Géza Mészöly (18 May 1844 in Sárbogárd – 12 November 1887 in Jobbágyi, Nógrád County) was a Hungarian landscape painter.

==Biography==
His family was of noble lineage and his father served as a magistrate. After attending the public schools in his hometown and in Hajdúszoboszló, he continued his education at the Calvinist college in Debrecen. During his time in school, he sketched and painted as a pastime, attracting the attention of the art teacher, who encouraged him to follow an artistic career. His parents, however, preferred a legal career and, in 1866, he entered Budapest University with that goal in mind.

In 1867, the painter Antal Ligeti, who was serving as curator of the Hungarian National Museum, noticed Mészöly copying works in the gallery and, impressed by his talent, helped him to enter the Academy of Fine Arts Vienna, where he studied with Robert Russ and Albert Zimmermann. In 1873, the year following his graduation, he opened a studio in Munich. In 1882, he moved to Paris, where he came under the influence of the Barbizon school, and returned to Budapest in 1885.

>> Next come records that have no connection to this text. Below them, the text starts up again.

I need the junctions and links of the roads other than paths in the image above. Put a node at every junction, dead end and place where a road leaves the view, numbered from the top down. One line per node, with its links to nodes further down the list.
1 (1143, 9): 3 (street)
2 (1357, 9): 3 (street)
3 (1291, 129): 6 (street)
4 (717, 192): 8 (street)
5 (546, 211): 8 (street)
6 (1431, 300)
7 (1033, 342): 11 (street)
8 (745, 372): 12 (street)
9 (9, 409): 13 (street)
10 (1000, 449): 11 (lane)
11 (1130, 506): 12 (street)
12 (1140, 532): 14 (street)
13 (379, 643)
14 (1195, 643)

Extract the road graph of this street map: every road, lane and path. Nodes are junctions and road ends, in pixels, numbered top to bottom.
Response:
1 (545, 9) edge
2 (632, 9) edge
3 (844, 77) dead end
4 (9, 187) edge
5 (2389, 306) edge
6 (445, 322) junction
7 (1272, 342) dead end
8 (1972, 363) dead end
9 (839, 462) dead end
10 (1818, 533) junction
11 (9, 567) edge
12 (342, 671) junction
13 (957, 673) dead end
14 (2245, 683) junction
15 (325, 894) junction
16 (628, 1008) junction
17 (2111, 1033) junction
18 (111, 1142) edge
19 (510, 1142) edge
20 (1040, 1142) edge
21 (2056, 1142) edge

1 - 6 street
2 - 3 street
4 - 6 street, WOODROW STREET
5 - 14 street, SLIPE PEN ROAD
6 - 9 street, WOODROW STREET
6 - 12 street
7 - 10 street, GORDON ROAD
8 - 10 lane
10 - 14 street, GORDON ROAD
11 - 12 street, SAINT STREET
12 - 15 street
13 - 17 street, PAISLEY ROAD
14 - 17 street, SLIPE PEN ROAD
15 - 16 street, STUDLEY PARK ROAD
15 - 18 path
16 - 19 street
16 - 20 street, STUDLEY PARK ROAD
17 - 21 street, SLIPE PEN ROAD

No sooner had he arrived than he began to have coughing fits and sought relief from them in Venice. He went back to Budapest, apparently much improved, but was virtually bed-ridden by 1887. Once again, he sought relief; this time at a spa in the Hungarian countryside. He died there later that year.

A street was named after him and a monument was erected in Balatonvilágos, an area that featured prominently in his paintings.